Collected data entries:
|---|

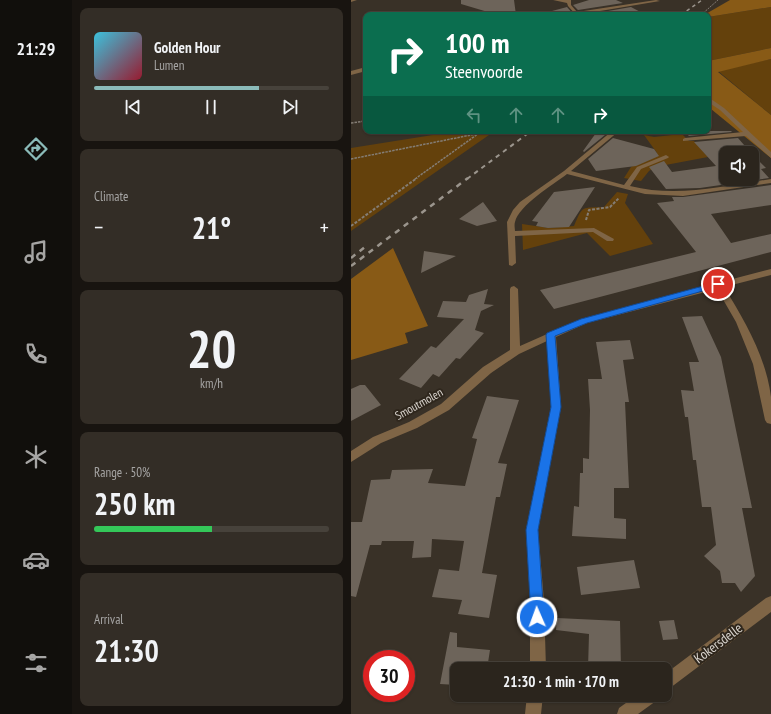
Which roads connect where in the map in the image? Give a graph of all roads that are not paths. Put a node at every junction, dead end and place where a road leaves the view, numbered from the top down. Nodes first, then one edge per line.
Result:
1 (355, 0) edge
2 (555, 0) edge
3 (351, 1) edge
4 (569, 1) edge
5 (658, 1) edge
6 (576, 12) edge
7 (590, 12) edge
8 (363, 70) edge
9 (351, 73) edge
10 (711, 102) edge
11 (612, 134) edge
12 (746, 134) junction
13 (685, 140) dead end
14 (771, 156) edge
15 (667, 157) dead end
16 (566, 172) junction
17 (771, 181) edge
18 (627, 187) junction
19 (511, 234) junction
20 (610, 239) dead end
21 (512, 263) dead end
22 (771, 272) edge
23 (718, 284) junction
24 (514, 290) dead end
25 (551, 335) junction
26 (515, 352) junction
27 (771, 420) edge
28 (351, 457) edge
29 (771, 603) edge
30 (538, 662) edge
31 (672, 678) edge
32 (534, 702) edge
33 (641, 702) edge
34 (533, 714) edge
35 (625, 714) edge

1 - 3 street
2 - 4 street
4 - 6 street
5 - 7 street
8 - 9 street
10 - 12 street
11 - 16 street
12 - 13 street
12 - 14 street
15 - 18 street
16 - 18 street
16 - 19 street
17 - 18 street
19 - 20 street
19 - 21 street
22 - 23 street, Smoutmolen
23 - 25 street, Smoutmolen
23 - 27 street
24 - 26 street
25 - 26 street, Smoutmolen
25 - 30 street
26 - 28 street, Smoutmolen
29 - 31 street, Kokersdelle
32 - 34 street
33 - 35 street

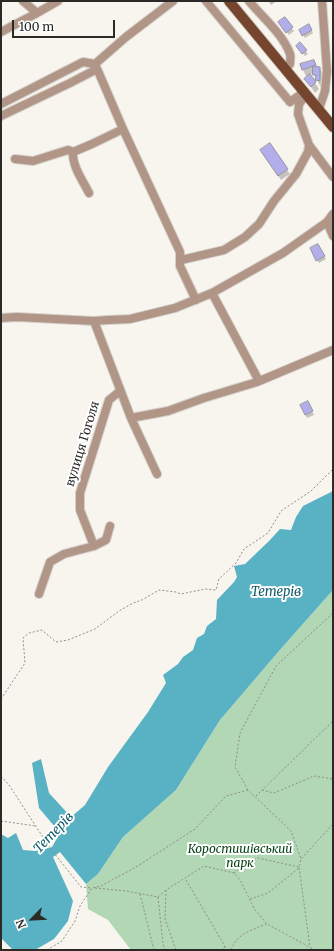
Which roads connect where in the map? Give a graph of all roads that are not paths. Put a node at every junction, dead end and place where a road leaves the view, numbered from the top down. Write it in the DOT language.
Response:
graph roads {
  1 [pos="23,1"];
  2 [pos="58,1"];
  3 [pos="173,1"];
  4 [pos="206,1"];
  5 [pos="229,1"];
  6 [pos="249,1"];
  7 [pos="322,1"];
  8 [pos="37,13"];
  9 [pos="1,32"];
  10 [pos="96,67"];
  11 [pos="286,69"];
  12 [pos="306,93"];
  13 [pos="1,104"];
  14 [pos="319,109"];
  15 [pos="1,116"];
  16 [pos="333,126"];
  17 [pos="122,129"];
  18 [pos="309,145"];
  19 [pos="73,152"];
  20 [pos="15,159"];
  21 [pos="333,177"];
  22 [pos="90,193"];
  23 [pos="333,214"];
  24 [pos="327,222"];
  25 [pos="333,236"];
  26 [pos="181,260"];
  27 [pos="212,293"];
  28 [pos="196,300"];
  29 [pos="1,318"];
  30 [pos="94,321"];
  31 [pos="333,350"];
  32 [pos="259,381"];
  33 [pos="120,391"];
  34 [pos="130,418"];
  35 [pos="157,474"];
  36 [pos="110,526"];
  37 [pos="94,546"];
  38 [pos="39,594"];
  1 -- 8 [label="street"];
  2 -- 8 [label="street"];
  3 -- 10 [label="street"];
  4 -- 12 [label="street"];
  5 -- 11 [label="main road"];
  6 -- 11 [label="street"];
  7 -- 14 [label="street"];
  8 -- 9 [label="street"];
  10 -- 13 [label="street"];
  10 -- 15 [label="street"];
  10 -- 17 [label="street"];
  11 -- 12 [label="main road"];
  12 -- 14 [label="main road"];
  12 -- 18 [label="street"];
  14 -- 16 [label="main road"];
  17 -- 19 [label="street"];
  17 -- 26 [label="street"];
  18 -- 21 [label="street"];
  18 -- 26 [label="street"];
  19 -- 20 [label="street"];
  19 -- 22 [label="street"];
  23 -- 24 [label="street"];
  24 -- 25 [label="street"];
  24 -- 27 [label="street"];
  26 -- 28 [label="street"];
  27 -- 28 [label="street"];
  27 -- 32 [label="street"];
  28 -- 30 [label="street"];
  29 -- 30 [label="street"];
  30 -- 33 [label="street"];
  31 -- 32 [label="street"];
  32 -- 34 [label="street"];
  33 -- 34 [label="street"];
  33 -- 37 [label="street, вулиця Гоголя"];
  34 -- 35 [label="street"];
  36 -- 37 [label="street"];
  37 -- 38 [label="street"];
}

|---|

* _PROBLEM_:
Copy every line of the data where "that" is found.

* _SOLVED EXERCISE_:
Which roads connect where in the map in the image? Give a graph of all roads that are not paths. Put a node at every junction, dead end and place where a road leaves the view, numbered from the top down. Nodes first, then one edge per line.
Which roads connect where in the map? Give a graph of all roads that are not paths. Put a node at every junction, dead end and place where a road leaves the view, numbered from the top down. Write it in the DOT language.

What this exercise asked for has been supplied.